Differential Ion Accumulation and Ion Fluxes in the Mesophyll and Epidermis of Barley

• Published in: Plant physiology (Bethesda) Vol. 122; no. 3; pp. 835 - 844
• Main Authors: Alison J. Karley, Leigh, Roger A., Sanders, Dale
• Format: Journal Article
• Language: English
• Published: Rockville, MD American Society of Plant Physiologists 01.03.2000; American Society of Plant Biologists
• Subjects: Absorption. Translocation of ions and substances. Permeability; Agronomy. Soil science and plant productions; Anions; Barley; Biological and medical sciences; calcium; Calcium - metabolism; Cations; Cell Biology and Signal Transduction; Cell Membrane; Cell Membrane - metabolism; Cell membranes; Cell physiology; chlorides; Economic plant physiology; electrophysiology; Epidermal cells; Epidermis; Fundamental and applied biological sciences.
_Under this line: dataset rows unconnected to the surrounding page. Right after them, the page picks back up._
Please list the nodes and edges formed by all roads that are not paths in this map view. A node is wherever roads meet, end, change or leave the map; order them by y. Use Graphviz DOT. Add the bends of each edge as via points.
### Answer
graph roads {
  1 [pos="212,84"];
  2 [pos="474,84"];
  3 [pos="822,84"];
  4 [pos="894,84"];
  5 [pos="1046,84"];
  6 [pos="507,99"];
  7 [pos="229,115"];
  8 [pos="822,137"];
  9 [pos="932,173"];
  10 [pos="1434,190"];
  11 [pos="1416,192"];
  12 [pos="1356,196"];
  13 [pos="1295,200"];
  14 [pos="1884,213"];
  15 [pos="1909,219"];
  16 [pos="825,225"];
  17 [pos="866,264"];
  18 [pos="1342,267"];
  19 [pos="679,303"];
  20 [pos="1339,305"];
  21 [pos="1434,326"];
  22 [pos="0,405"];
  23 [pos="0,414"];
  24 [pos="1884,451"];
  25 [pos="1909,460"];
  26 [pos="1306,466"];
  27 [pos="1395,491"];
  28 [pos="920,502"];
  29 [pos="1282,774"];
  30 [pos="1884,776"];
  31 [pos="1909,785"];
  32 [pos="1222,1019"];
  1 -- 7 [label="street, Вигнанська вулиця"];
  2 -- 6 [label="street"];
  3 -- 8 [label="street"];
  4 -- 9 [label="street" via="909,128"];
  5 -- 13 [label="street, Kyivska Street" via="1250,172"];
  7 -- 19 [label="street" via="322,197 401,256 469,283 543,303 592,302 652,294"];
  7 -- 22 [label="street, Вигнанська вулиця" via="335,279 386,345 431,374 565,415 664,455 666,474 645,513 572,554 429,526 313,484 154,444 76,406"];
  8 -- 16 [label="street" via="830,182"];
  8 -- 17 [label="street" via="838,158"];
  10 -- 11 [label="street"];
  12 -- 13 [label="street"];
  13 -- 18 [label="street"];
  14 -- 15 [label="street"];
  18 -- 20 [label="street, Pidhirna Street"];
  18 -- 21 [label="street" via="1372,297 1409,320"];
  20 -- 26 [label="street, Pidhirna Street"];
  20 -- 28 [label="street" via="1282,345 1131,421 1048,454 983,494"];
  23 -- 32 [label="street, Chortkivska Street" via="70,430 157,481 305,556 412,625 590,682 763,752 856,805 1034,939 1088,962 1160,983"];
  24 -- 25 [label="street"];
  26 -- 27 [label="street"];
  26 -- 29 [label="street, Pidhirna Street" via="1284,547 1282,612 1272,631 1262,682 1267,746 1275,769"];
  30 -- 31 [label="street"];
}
Psychology; Guard cells; Hordeum; Hordeum - metabolism; Hordeum vulgare; inorganic ions; Ion accumulation; Ion Channels; Ion Channels - metabolism; Ion Transport; Leaves; Membrane Potentials; Membranes; Mesophyll; Mesophyll cells; metabolism; Nutrition. Photosynthesis. Respiration. Metabolism; Patch-Clamp Techniques; phosphates; Phosphates - metabolism; Plant cells; Plant Leaves; Plant Leaves - metabolism; Plant physiology and development; plasma membrane; Plasma membrane and permeation; potassium; Potassium - metabolism; Protoplasts; Protoplasts - metabolism; sodium; Sodium - metabolism; Transport processes; Phosphates; Monocotyledones; Calcium; Hordeum vulgare; Cell permeability; Electrophysiology; Tissue specificity; Epidermis; Ionic channel; Plant leaf; Cereal crop; Ionic selectivity; Mesophyll; Sodium; Gramineae; Chlorides; Angiospermae; Plasma membrane; Spermatophyta; Biological accumulation
• ISSN: 0032-0889; 1532-2548
• DOI: 10.1104/pp.122.3.835

In barley (Hordeum vulgare L.) leaves, differential ion accumulation commonly results in inorganic phosphate (Pi) being confined to the mesophyll and Ca2+ to the epidermis, with preferential epidermal accumulation of Cl-, Na+, and some other ions. The pattern was confirmed in this study for major inorganic anions and cations by analysis of barley leaf protoplasts. The work focused on the extent to which differences in plasma membrane ion transport processes underlie these observations. Ion transport across the plasma membrane of barley epidermal and mesophyll protoplasts was investigated electrophysiologically (by microelectrode impalement and patch clamping) and radiometrically. Data from both approaches suggested that similar types of ion-selective channels and membrane transporters, which catalyze the transport of Ca2+, K+, Na+, and Pi, exist in the plasma membrane of the two cell types. In general, the simple presence or absence of ion transporters could not explain cell-type-specific differences in ion accumulation. However, patch-clamp data suggested that differential regulation of instantaneously activating ion channels in the plasma membrane could explain the preferential accumulation of Na+ in the epidermis.